可按照本领域已知任何合适的方法来监测反应。例如,可通过光谱手段(诸如核磁共振(NMR)光谱法(例如1H或13C)、红外(IR)光谱法、分光光度法(例如,UV-可见光)、质谱(MS))或通过色谱方法(诸如高效液相色谱法(HPLC)或薄层色谱法(TLC))来监测产物形成。
下面的通用制备路线可用于合成本发明式(I)结构的化合物。合成路线如下所示:
药物组合物、制剂和试剂盒
在另一方面,本发明提供了药物组合物,其包含本发明化合物(还称为“活性组分”)和药学上可接受的赋形剂。在一些实施方案中,所述药物组合物包含有效量的活性组分。在一些实施方案中,所述药物组合物包含治疗有效量的活性组分。在一些实施方案中,所述药物组合物包含预防有效量的活性组分。
用于本发明的药学上可接受的赋形剂是指不会破坏一起配制的化合物的药理学活性的无毒载剂、佐剂或媒剂。可以用于本发明组合物中的药学上可接受的载剂、佐剂或媒剂包括但不限于,离子交换剂、氧化铝、硬脂酸铝、卵磷脂、血清蛋白(如人类血清白蛋白)、缓冲物质(如磷酸盐)、甘氨酸、山梨酸、山梨酸钾、饱和植物脂肪酸的偏甘油酯混合物、水、盐或电解质(如硫酸鱼精蛋白)、磷酸氢二钠、磷酸氢钾、氯化钠、锌盐、硅胶、三硅酸镁、聚乙烯吡咯烷酮、基于纤维素的物质、聚乙二醇、羧甲基纤维素钠、聚丙烯酸酯、蜡、聚乙烯-聚氧丙烯-嵌段聚合物、聚乙二醇以及羊毛脂。
本发明还包括试剂盒(例如,药物包装)。所提供的试剂盒可以包括本发明化合物、其它治疗剂,以及含有本发明化合物、其它治疗剂的第一和第二容器(例如,小瓶、安瓿瓶、瓶、注射器和/或可分散包装或其它合适的容器)。在一些实施方案中,提供的试剂盒还可以任选包括第三容器,其含有用于稀释或悬浮本发明化合物和/或其它治疗剂的药用赋形剂。在一些实施方案中,提供在第一容器和第二容器中的本发明化合物和其它治疗剂组合形成一个单位剂型。
本发明提供的药物组合物可以通过许多途径给药,包括但不限于:口服给药、肠胃外给药、吸入给药、局部给药、直肠给药、鼻腔给药、口腔给药、阴道给药、通过植入剂给药或其它给药方式。例如,本文使用的肠胃外给药包括皮下给药、皮内给药、静脉内给药、肌肉内给药、关节内给药、动脉内给药、滑膜腔内给药、胸骨内给药、脑脊髓膜内给药、病灶内给药、和颅内的注射或输液技术。

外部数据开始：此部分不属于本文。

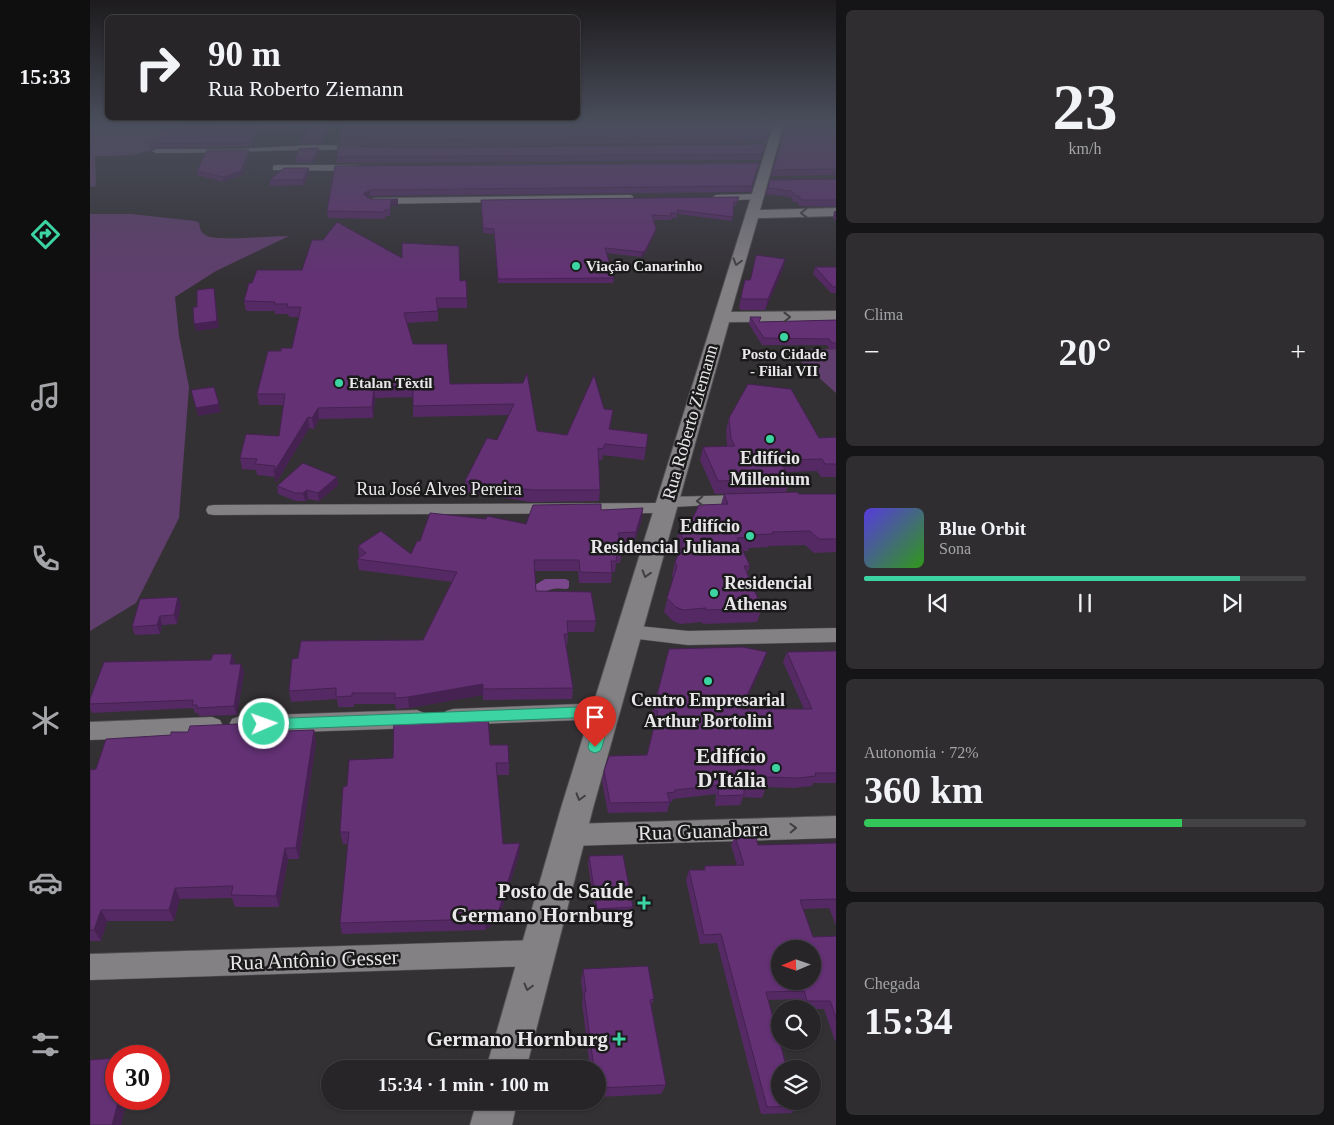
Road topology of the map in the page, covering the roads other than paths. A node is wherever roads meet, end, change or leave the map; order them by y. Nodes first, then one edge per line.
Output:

通常,给予有效量的本文所提供的化合物。按照有关情况,包括所治疗的病症、选择的给药途径、实际给予的化合物、个体患者的年龄、体重和响应、患者症状的严重程度,等等,可以由医生确定实际上给予的化合物的量。
当用于预防本发明所述病症时,给予处于形成所述病症危险之中的受试者本文所提供的化合物,典型地基于医生的建议并在医生监督下给药,剂量水平如上所述。处于形成具体病症的危险之中的受试者,通常包括具有所述病症的家族史的受试者,或通过遗传试验或筛选确定尤其对形成所述病症敏感的那些受试者。
还可以长期给予本文所提供的药物组合物(“长期给药”)。长期给药是指在长时间内给予化合物或其药物组合物,例如,3个月、6个月、1年、2年、3年、5年等等,或者可无限期地持续给药,例如,受试者的余生。在一些实施方案中,长期给药意欲在长时间内在血液中提供所述化合物的恒定水平,例如,在治疗窗内。

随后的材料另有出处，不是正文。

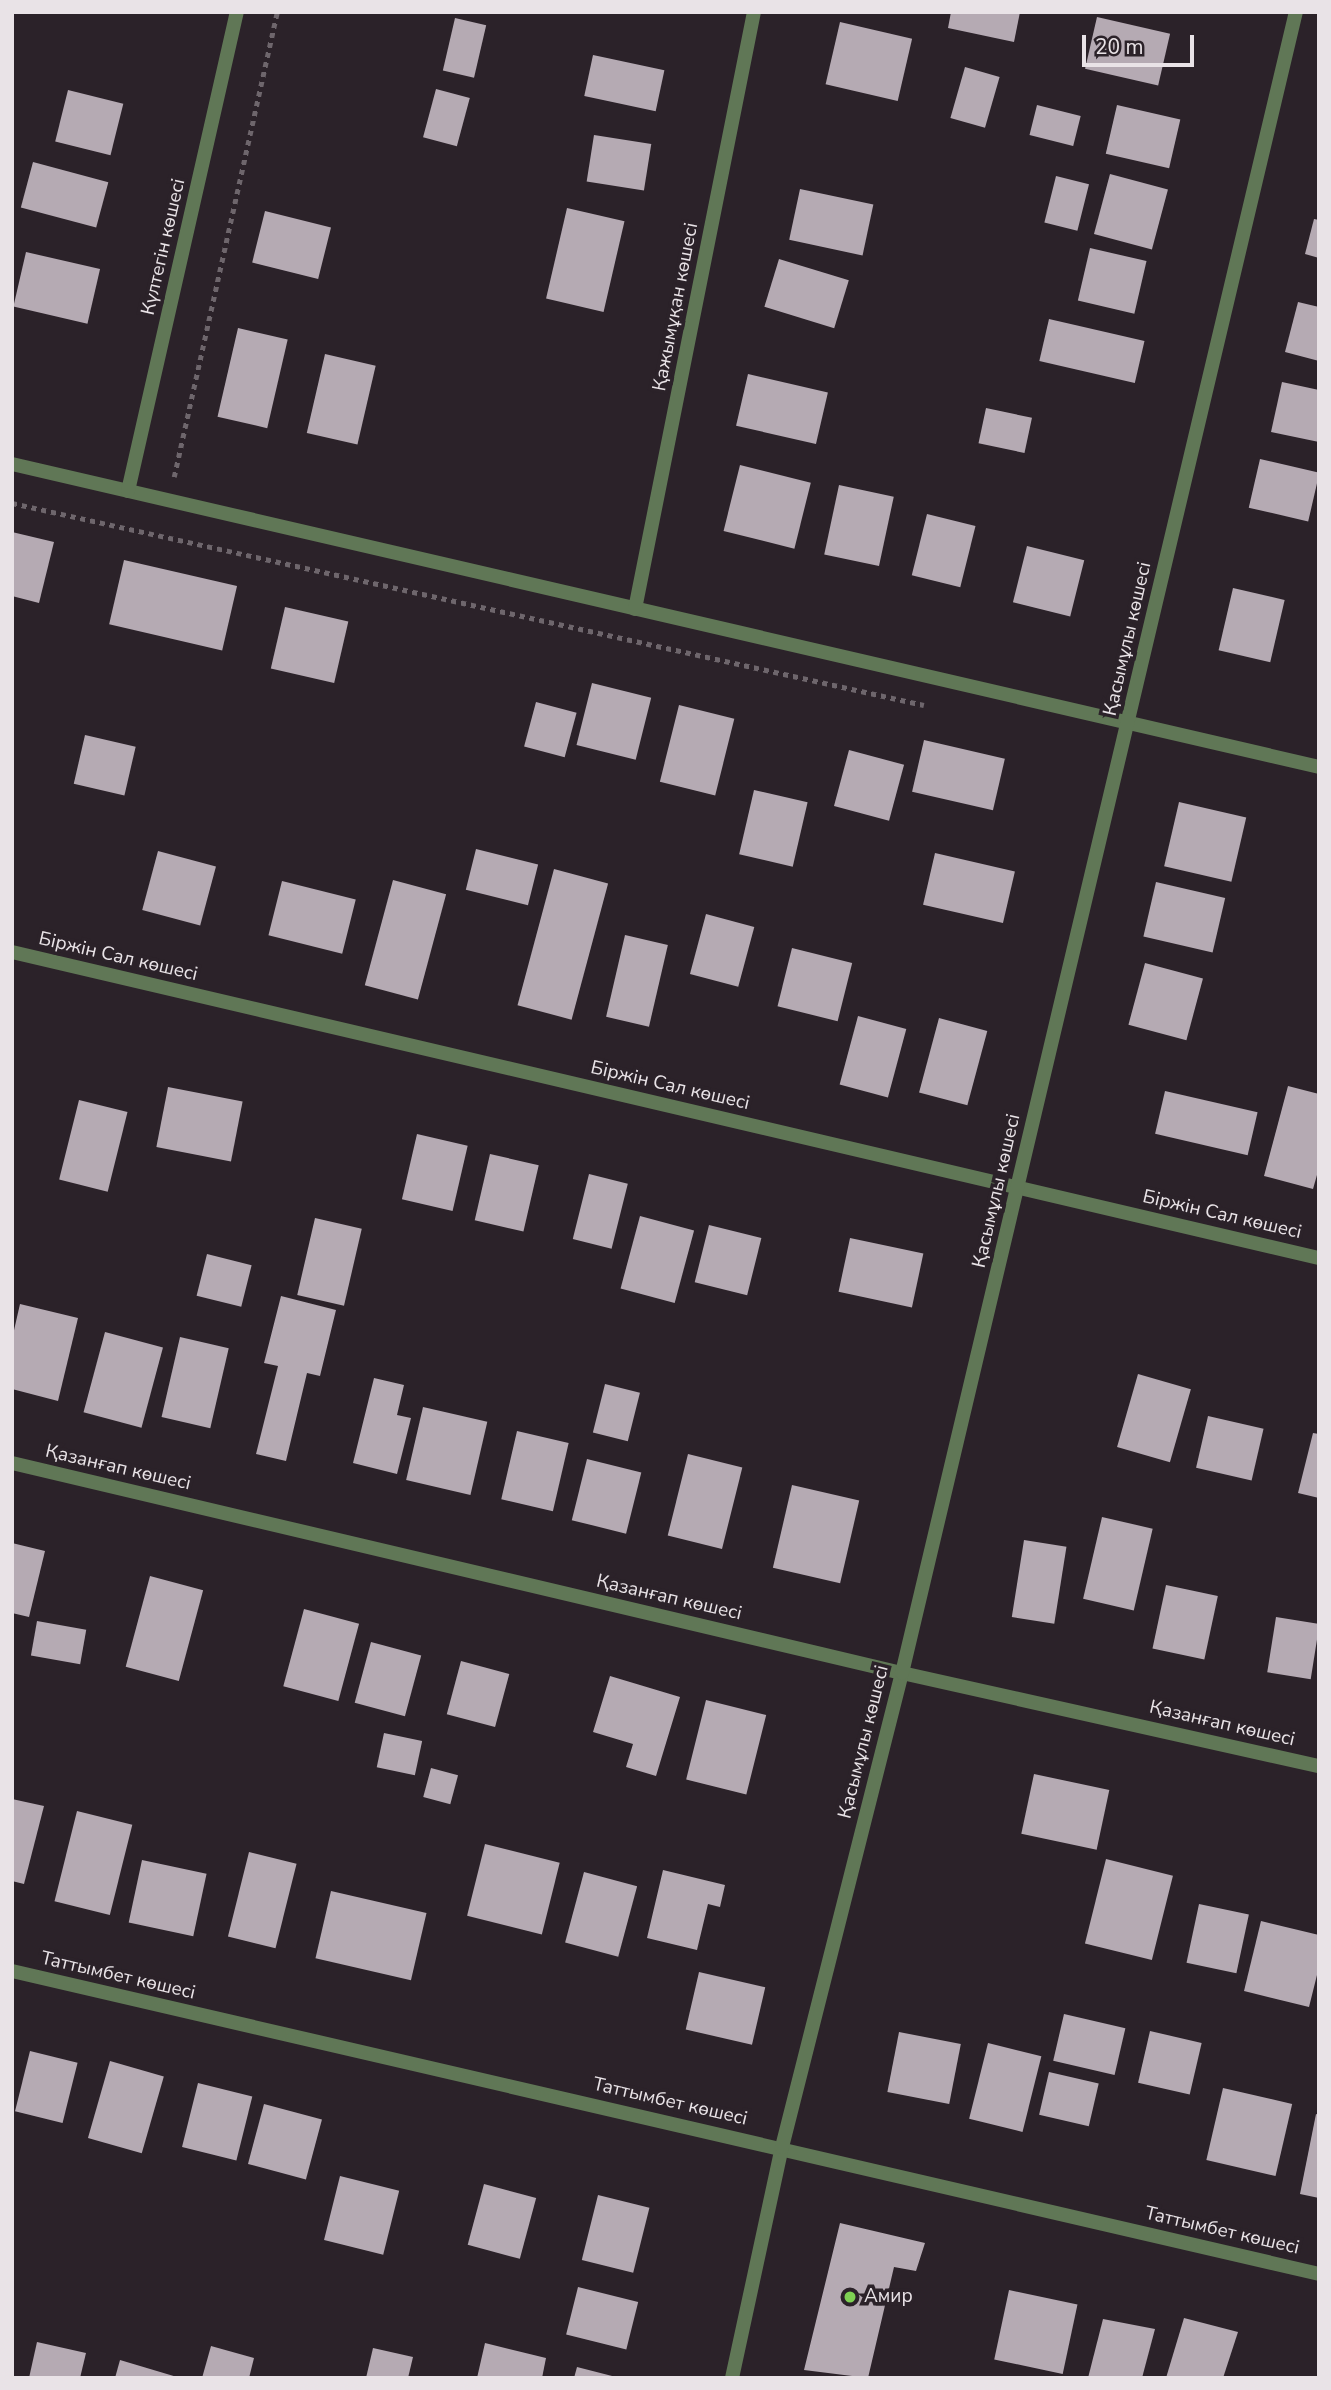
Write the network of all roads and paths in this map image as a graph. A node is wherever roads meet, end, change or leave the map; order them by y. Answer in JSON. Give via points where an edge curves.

可以使用各种给药方法,进一步递送本发明的药物组合物。例如,在一些实施方案中,可以推注给药药物组合物,例如,为了使化合物在血液中的浓度快速提高至有效水平。推注剂量取决于活性组分的目标全身性水平,例如,肌内或皮下的推注剂量使活性组分缓慢释放,而直接递送至静脉的推注(例如,通过IV静脉滴注)能够更加快速地递送,使得活性组分在血液中的浓度快速升高至有效水平。在其它实施方案中,可以以持续输液形式给予药物组合物,例如,通过IV静脉滴注,从而在受试者身体中提供稳态浓度的活性组分。此外,在其它实施方案中,可以首先给予推注剂量的药物组合物,而后持续输液。
口服组合物可以采用散装液体溶液或混悬剂或散装粉剂形式。然而,更通常,为了便于精确地剂量给药,以单位剂量形式提供所述组合物。术语“单位剂型”是指适合作为人类患者及其它哺乳动物的单元剂量的物理离散单位,每个单位包含预定数量的、适于产生所需要的治疗效果的活性物质与合适药学赋形剂。典型的单位剂量形式包括液体组合物的预装填的、预先测量的安瓿或注射器,或者在固体组合物情况下的丸剂、片剂、胶囊剂等。在这种组合物中,所述化合物通常为较少的组分(约0.1至约50重量%,或优选约1至约40重量%),剩余部分为对于形成所需给药形式有用的各种载体或赋形剂以及加工助剂。
对于口服剂量,代表性的方案是,每天一个至五个口服剂量,尤其是两个至四个口服剂量,典型地是三个口服剂量。使用这些剂量给药模式,每个剂量提供大约0.01至大约20mg/kg的本发明化合物,优选的剂量各自提供大约0.1至大约10mg/kg,尤其是大约1至大约5mg/kg。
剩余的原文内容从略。